Compressing all of this, here is what has really changed:

  • US MD and DO applicants have expanded into specialties and locations that were previously more accessible to IMGs.
  • The interview bottleneck for IMGs has tightened, even when their final match rates look superficially “similar” to pre-2020.
  • Step 1 pass/fail removed a major tool that top IMGs used to bypass institutional bias.
  • Family medicine and internal medicine still anchor IMG matches, but with more competition from US grads, and more segmentation into specific programs and geographies.

You are not imagining it. The playing field is not just tilted. The tilt has increased since 2020.


FAQ

1. Is it still realistic for a strong IMG to match internal medicine in the US?
Yes, but the bar is higher and more program-dependent than it was before 2020. The data shows IMGs still fill a substantial share of internal medicine positions, but those positions are concentrated in:

  • Community programs
  • Historically IMG-heavy institutions
  • Less saturated geographic areas

A strong Step 2 CK (ideally >240+), multiple months of US clinical experience, and targeted applications to IMG-friendly programs remain the most predictive factors.

2. Have US DOs “replaced” IMGs in certain specialties?
In many programs, yes.

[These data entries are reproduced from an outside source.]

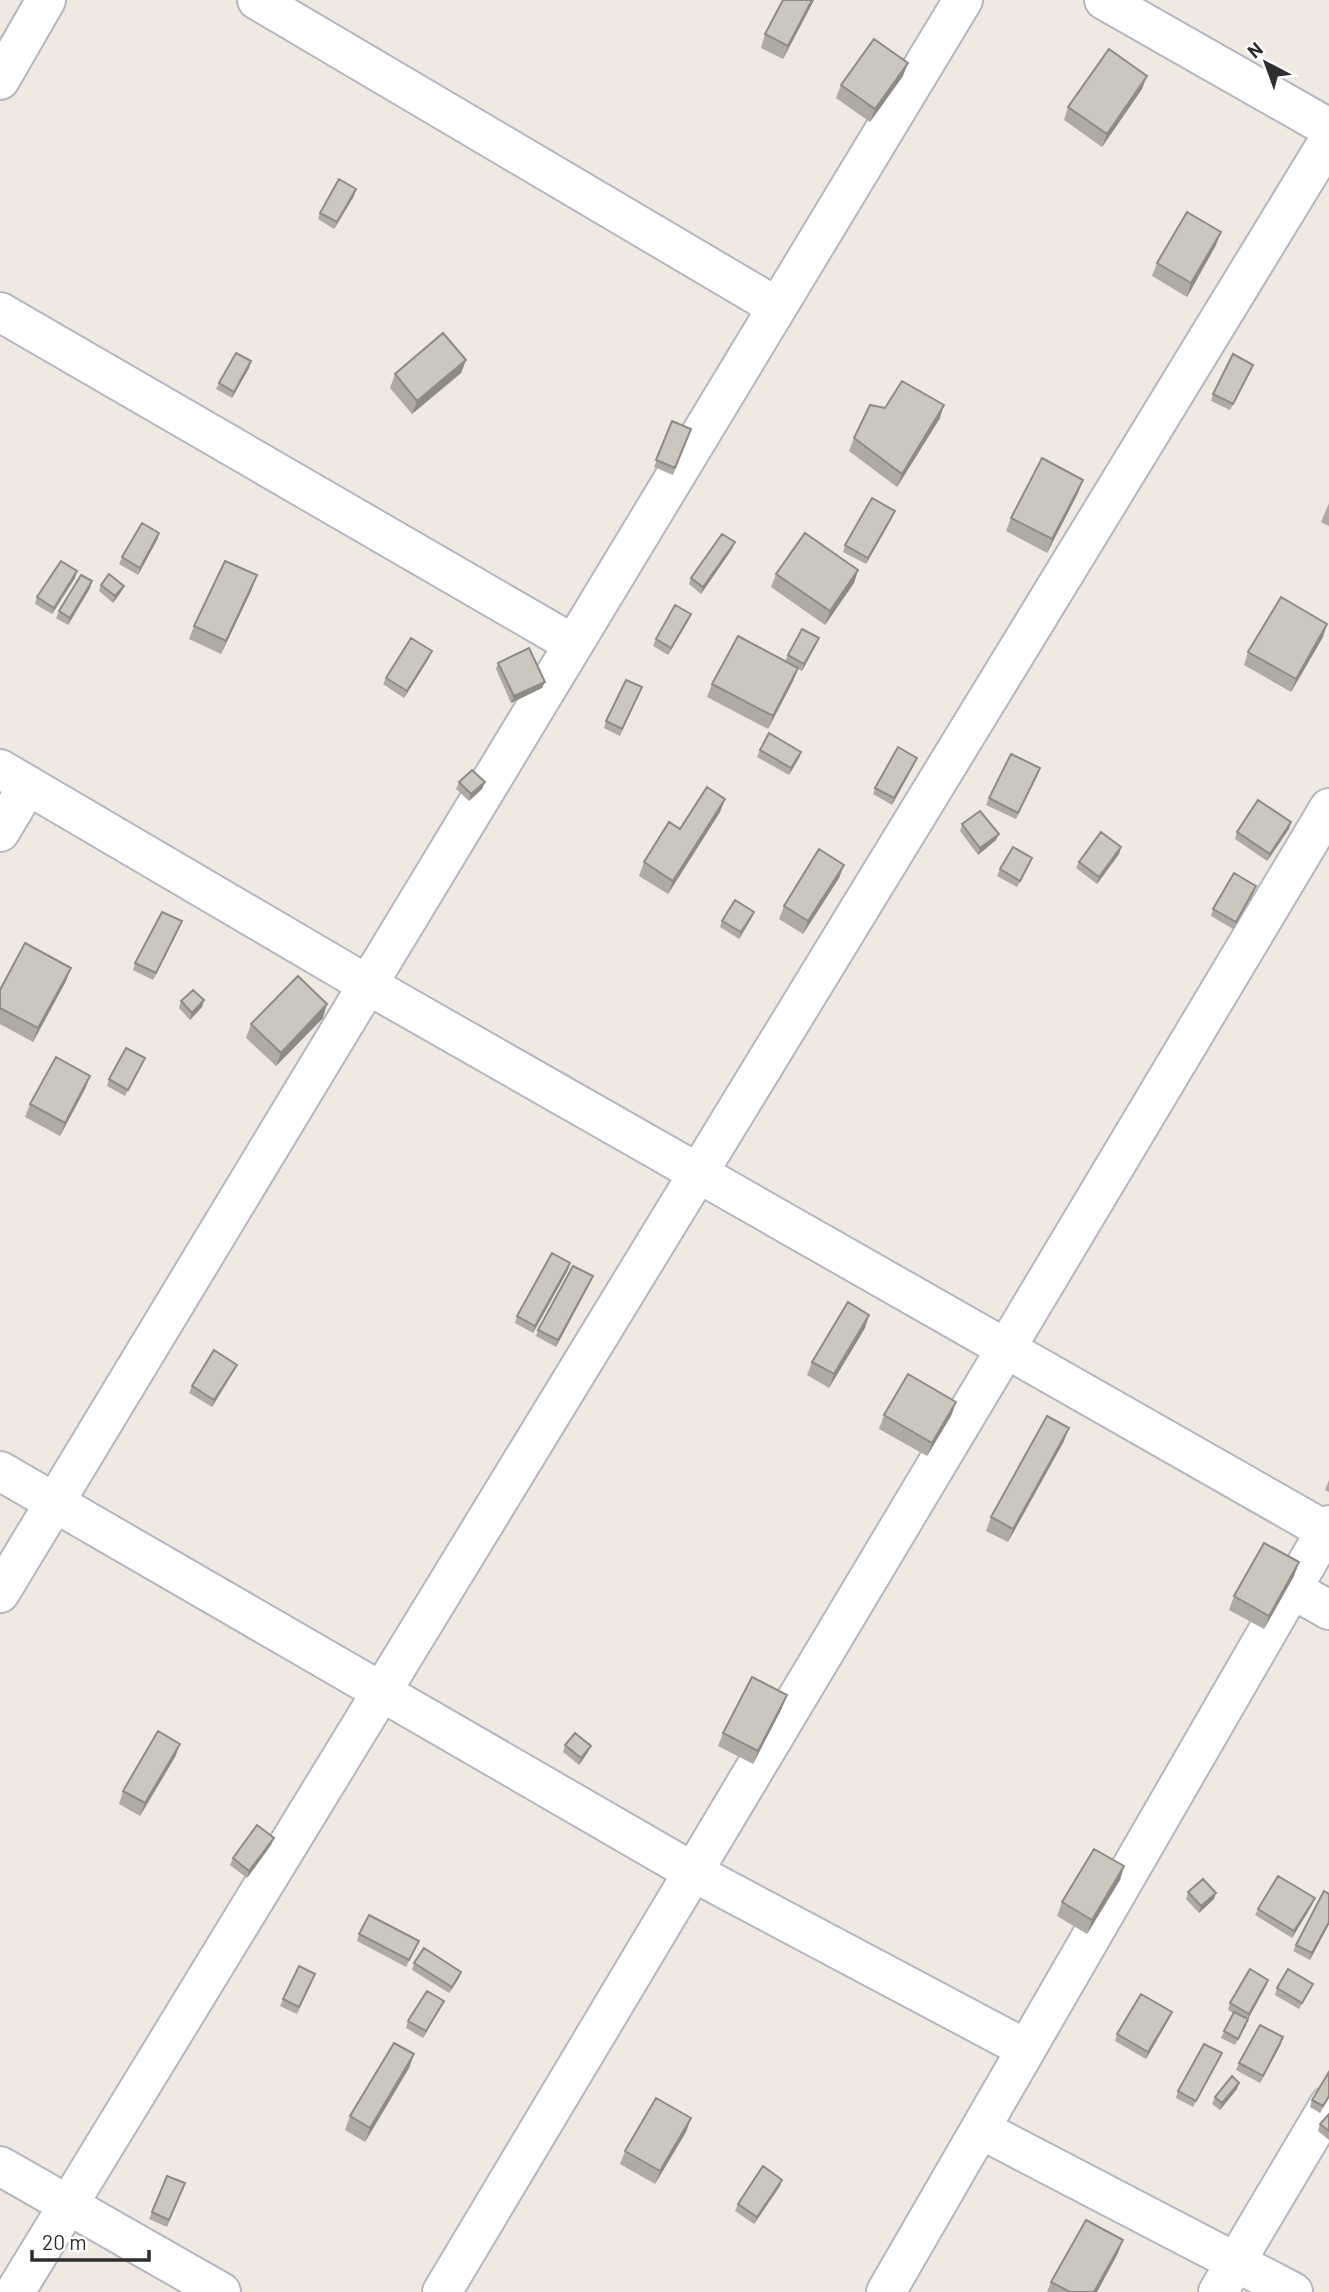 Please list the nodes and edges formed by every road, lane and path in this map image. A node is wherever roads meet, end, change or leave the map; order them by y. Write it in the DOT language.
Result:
graph roads {
  1 [pos="46,0"];
  2 [pos="257,0"];
  3 [pos="963,0"];
  4 [pos="1104,0"];
  5 [pos="1148,10"];
  6 [pos="0,80"];
  7 [pos="1329,128"];
  8 [pos="1329,140"];
  9 [pos="777,307"];
  10 [pos="0,312"];
  11 [pos="573,644"];
  12 [pos="14,777"];
  13 [pos="1329,808"];
  14 [pos="0,832"];
  15 [pos="368,985"];
  16 [pos="698,1172"];
  17 [pos="1006,1349"];
  18 [pos="0,1471"];
  19 [pos="54,1503"];
  20 [pos="1327,1528"];
  21 [pos="1292,1589"];
  22 [pos="0,1593"];
  23 [pos="1329,1610"];
  24 [pos="381,1690"];
  25 [pos="693,1872"];
  26 [pos="1026,2049"];
  27 [pos="1329,2105"];
  28 [pos="980,2129"];
  29 [pos="0,2166"];
  30 [pos="67,2204"];
  31 [pos="1227,2277"];
  32 [pos="15,2292"];
  33 [pos="221,2292"];
  34 [pos="442,2292"];
  35 [pos="886,2292"];
  36 [pos="1293,2292"];
  1 -- 6 [label="street"];
  2 -- 9 [label="street"];
  3 -- 9 [label="street"];
  4 -- 5 [label="street"];
  5 -- 7 [label="street"];
  8 -- 16 [label="street"];
  9 -- 11 [label="street"];
  10 -- 11 [label="street"];
  11 -- 15 [label="street"];
  12 -- 14 [label="street"];
  12 -- 15 [label="street"];
  13 -- 17 [label="street"];
  15 -- 16 [label="street"];
  15 -- 19 [label="street"];
  16 -- 17 [label="street"];
  16 -- 24 [label="street"];
  17 -- 20 [label="street"];
  17 -- 25 [label="street"];
  18 -- 19 [label="street"];
  19 -- 22 [label="street"];
  19 -- 24 [label="street"];
  20 -- 21 [label="street"];
  21 -- 23 [label="street"];
  21 -- 26 [label="street"];
  24 -- 25 [label="street"];
  24 -- 30 [label="street"];
  25 -- 26 [label="street"];
  25 -- 34 [label="street"];
  26 -- 28 [label="street"];
  27 -- 31 [label="street"];
  28 -- 31 [label="street"];
  28 -- 35 [label="street"];
  29 -- 30 [label="street"];
  30 -- 32 [label="street"];
  30 -- 33 [label="street"];
  31 -- 36 [label="street"];
}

The integration of the AOA and ACGME systems plus improved DO reputation means DO seniors now fill slots that were historically taken by IMGs, particularly in:

  • Community internal medicine
  • Family medicine
  • Psychiatry The total number of positions has not grown enough to absorb both increased DO presence and maintain prior IMG levels, so IMGs feel the squeeze most.

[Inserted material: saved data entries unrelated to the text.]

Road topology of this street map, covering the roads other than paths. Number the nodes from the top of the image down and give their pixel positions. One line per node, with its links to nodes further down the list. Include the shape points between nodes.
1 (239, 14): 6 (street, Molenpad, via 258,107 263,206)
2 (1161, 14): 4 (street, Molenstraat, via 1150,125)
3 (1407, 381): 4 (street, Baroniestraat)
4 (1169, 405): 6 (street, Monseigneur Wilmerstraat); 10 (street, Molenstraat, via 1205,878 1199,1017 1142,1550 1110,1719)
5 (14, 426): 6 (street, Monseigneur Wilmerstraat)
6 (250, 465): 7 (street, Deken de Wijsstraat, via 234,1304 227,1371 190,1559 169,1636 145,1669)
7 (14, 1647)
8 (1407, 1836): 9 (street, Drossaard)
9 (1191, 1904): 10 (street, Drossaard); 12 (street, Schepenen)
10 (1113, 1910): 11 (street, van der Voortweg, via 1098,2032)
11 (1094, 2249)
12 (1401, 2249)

3. Did Step 1 going pass/fail actually hurt IMGs more than US MD/DO students?
The evidence strongly supports that. Prior to pass/fail, an exceptional Step 1 score could partially offset an unknown school or international background. After pass/fail, programs leaned more on school type, Step 2 CK, and existing pipelines. That shift removed a key leverage point uniquely valuable to IMGs.

4. If I am an IMG, is applying to more programs always better?
No. The data suggests that IMGs have much lower interview yield than US MD/DO counterparts. Blindly increasing the number of applications often just increases cost without proportional interview gain. A more efficient strategy is:

  • Aggressive but targeted application lists focused on known IMG-friendly programs
  • Realistic filtering by visa policy, geography, and historical IMG match data
    With the right foundations and a data-driven target list, you can compete in this new landscape. The next step is turning those interviews into actual matches—but that is another conversation, and another dataset, for another day.